Extracted data entries:
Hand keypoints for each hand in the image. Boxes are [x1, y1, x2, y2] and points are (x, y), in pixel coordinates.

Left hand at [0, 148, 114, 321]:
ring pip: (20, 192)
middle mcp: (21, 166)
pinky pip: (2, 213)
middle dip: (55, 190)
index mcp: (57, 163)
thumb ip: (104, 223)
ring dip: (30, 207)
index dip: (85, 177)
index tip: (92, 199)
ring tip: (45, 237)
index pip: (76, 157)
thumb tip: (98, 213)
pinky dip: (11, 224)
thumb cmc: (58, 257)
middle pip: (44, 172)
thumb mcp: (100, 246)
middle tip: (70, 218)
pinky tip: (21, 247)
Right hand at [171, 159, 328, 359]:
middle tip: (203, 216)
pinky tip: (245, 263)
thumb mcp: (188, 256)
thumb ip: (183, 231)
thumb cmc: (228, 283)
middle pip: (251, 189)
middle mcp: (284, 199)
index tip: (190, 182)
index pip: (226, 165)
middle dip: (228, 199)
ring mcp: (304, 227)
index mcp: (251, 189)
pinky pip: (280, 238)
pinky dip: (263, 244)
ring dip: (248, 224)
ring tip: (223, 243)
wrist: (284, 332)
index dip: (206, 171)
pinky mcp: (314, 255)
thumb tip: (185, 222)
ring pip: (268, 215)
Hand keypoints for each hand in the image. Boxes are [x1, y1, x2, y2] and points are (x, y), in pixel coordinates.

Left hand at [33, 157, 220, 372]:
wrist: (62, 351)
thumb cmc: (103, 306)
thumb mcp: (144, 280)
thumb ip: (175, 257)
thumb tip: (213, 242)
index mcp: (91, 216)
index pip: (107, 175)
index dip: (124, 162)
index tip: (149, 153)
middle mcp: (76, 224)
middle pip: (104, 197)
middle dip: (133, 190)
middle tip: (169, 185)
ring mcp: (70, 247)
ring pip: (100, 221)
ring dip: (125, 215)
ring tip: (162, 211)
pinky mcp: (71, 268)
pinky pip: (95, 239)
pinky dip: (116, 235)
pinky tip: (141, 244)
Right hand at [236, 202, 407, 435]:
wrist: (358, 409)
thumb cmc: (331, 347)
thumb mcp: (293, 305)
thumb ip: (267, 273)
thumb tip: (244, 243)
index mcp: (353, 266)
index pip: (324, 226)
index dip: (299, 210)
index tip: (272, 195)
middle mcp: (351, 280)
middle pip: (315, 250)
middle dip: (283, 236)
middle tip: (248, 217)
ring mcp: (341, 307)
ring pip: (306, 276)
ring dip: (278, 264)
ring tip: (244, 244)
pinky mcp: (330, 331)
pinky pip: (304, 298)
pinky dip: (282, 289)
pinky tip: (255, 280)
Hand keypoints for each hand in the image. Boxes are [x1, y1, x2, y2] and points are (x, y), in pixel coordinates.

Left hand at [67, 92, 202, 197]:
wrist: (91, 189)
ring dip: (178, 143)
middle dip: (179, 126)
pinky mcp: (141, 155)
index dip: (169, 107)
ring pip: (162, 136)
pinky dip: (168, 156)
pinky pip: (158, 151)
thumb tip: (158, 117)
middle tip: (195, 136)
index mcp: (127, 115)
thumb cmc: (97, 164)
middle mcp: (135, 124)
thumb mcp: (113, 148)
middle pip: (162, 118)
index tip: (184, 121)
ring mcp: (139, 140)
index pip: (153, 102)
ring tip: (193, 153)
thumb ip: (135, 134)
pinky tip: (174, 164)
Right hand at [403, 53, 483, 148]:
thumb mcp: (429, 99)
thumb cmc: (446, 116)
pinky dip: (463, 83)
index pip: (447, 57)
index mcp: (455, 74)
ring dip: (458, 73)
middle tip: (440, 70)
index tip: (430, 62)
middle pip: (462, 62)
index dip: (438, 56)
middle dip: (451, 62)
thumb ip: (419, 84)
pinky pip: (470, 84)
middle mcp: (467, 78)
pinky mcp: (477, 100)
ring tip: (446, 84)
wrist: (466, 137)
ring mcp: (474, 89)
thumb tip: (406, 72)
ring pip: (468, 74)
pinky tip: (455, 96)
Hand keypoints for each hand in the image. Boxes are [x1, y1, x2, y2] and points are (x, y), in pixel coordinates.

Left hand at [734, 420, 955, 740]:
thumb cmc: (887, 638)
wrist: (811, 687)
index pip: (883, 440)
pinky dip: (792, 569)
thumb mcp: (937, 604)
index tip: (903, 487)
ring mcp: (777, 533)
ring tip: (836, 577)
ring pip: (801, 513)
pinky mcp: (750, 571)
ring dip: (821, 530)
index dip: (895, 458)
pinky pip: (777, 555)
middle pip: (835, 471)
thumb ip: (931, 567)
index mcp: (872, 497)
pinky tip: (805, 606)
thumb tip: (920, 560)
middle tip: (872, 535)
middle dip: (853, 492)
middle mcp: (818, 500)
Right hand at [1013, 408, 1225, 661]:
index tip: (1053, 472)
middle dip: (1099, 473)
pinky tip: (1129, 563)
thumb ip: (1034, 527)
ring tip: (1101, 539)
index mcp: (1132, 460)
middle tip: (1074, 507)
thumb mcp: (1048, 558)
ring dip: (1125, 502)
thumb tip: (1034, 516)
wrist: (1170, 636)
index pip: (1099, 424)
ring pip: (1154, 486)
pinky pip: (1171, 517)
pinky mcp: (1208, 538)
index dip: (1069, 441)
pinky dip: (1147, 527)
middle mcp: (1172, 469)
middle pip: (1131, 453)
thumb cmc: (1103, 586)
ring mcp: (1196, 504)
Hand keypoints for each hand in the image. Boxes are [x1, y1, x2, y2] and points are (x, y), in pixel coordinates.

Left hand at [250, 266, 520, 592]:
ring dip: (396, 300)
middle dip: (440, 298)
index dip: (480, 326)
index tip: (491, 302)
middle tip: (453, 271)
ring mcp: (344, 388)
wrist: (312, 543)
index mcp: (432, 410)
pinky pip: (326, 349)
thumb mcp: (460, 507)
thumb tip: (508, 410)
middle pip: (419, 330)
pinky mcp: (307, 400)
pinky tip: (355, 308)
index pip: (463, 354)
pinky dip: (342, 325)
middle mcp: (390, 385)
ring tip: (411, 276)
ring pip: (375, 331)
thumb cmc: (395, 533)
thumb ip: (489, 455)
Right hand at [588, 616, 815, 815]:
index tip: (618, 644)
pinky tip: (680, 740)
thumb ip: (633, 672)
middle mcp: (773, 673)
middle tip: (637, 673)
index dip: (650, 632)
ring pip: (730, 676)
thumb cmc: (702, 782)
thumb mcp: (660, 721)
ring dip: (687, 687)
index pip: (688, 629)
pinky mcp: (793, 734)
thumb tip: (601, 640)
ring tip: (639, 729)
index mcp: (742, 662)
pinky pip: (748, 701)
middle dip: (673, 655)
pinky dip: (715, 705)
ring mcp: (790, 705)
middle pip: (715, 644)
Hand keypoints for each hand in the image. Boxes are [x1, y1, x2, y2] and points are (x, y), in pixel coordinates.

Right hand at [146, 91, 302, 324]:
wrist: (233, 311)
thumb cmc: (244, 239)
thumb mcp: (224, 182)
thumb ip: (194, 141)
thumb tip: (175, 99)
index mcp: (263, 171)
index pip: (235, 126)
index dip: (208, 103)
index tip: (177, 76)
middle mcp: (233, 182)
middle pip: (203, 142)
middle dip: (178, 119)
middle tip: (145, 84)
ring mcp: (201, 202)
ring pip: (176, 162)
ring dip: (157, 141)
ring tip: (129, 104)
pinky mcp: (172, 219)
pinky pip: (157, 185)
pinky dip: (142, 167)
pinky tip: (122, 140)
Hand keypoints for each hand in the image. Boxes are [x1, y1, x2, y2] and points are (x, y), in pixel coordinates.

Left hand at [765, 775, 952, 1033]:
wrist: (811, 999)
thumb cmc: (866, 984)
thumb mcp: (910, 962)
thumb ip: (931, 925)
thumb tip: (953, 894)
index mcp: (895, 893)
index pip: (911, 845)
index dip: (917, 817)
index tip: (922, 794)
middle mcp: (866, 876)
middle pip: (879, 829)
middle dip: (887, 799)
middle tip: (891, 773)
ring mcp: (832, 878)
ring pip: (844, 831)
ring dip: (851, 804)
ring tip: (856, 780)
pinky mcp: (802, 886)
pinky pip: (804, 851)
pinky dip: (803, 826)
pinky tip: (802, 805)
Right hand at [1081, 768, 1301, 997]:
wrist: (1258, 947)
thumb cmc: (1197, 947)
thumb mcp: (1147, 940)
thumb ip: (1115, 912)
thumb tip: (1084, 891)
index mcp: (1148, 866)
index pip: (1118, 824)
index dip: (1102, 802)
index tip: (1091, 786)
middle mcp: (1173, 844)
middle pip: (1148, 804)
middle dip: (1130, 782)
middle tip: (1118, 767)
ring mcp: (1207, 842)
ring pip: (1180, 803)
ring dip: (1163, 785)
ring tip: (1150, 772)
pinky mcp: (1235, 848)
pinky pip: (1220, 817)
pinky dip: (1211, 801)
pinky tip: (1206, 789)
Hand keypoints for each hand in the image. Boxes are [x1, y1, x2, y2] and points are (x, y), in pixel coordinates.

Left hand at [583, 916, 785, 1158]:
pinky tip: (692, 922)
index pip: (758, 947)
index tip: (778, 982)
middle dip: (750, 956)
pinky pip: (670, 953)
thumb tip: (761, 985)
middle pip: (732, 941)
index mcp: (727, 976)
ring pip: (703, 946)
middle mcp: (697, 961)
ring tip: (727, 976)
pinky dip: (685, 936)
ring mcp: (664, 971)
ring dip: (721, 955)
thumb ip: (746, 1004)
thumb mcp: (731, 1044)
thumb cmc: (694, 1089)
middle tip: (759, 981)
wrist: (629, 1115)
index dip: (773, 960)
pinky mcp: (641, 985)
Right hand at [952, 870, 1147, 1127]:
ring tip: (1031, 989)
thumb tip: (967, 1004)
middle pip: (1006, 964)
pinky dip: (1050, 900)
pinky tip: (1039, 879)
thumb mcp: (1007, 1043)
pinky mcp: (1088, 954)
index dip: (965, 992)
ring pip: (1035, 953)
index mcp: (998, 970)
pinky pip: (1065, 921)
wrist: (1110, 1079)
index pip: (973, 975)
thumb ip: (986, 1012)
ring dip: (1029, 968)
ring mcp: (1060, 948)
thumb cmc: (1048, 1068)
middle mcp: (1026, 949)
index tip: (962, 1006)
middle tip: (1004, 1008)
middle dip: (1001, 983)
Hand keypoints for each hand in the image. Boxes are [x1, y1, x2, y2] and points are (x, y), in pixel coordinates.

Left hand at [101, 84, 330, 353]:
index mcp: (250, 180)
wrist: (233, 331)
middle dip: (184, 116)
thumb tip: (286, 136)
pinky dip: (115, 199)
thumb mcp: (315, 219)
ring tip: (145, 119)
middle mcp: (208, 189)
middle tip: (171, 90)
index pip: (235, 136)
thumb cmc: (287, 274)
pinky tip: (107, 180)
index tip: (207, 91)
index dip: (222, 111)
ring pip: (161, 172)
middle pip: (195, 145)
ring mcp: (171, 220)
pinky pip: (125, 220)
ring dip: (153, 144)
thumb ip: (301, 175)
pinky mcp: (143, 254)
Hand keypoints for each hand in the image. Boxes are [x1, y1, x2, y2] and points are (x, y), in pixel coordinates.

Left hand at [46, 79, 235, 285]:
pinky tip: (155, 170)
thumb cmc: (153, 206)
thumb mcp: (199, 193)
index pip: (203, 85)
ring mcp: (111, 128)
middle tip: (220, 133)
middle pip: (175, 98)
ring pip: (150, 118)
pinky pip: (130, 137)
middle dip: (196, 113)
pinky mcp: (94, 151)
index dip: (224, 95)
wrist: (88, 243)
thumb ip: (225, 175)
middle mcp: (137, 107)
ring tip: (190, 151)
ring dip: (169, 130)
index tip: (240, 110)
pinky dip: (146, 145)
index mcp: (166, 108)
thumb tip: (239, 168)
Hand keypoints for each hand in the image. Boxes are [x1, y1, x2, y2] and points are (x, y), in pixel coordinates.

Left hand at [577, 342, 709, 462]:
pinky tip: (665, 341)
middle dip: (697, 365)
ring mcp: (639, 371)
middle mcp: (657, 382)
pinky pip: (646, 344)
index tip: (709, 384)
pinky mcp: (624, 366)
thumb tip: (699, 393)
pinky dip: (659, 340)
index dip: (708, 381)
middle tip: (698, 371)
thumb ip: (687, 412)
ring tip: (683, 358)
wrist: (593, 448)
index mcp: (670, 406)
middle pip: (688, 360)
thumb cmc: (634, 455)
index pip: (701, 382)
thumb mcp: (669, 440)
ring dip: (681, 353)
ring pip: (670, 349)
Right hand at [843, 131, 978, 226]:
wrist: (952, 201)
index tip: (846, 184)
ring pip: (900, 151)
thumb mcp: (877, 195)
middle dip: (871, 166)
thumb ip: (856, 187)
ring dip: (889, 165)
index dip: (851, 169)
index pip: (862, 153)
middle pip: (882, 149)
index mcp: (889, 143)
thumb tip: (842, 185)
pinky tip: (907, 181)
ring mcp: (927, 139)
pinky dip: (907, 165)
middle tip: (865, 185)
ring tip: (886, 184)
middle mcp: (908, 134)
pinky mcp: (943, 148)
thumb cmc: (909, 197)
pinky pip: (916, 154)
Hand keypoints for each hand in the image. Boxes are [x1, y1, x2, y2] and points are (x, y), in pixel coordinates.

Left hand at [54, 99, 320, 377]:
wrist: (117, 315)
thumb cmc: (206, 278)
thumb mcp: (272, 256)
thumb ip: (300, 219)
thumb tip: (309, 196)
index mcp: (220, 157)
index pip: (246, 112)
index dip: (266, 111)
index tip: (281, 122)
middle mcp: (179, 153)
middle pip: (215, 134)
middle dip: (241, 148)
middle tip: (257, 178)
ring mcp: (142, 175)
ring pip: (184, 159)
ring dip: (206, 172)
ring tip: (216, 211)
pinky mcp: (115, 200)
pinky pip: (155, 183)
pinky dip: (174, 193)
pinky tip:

• **Work to be completed**
Exactly as written, please reproduce the lines from the first line of the data to the line containing "index dip: (85, 177)", inclusive, and nothing else.

• **Answer area**
Hand keypoints for each hand in the image. Boxes are [x1, y1, x2, y2] and points are (x, y), in pixel coordinates.

Left hand at [0, 148, 114, 321]:
ring pip: (20, 192)
middle mcp: (21, 166)
pinky pip: (2, 213)
middle dip: (55, 190)
index mcp: (57, 163)
thumb ip: (104, 223)
ring dip: (30, 207)
index dip: (85, 177)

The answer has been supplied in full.